Occupy Tienanmen Square

Call it “Occupy Tienanmen Square.” In 1989 Chinese students upset at the lack of opportunities and the corruption of the government and political parties decided to stage a rally in the capital, Beijing. They gathered on the 15th of April, and stayed for the rest of the month, through May and beyond, the communist Chinese authorities keeping a weary eye but not doing anything drastic. The movement gathered student supporters outside of the Square as well, including a group at the Central Academy of Fine Arts, who made their own liberty statue to revitalize the pro-democracy movement.

On this day, May 29, in 1989, after building an earlier scale model of the statue on campus, student protesters in Tienanmen Square erected scaffolding and began building the full-size “Goddess of Democracy.”

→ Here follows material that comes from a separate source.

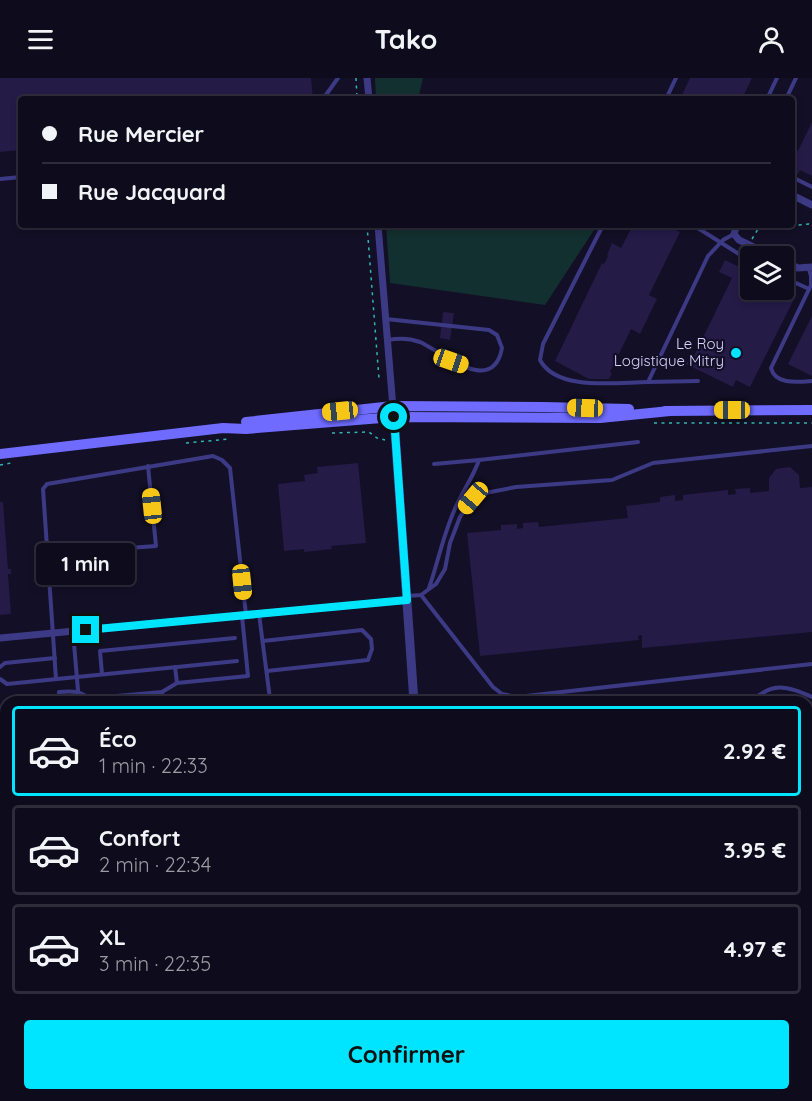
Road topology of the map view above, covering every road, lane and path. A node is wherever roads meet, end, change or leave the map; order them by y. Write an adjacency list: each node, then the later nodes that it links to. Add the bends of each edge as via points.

Where it was placed in the Square, opposite the  Tienanmen Gate, the Goddess directly faced the large portrait of Chinese leader Chairman Mao, becoming a kind of metaphor for the ideological confrontation between the two. The student makers of the statue said in their statement “Today, here in the People’s Square, the people’s Goddess stands tall and announces to the whole world: A consciousness of democracy has awakened among the Chinese people! The new era has begun!” The statement ended with a rallying cry, “Long live the people! Long live freedom! Long live democracy!” taken up by protestors all the around the square.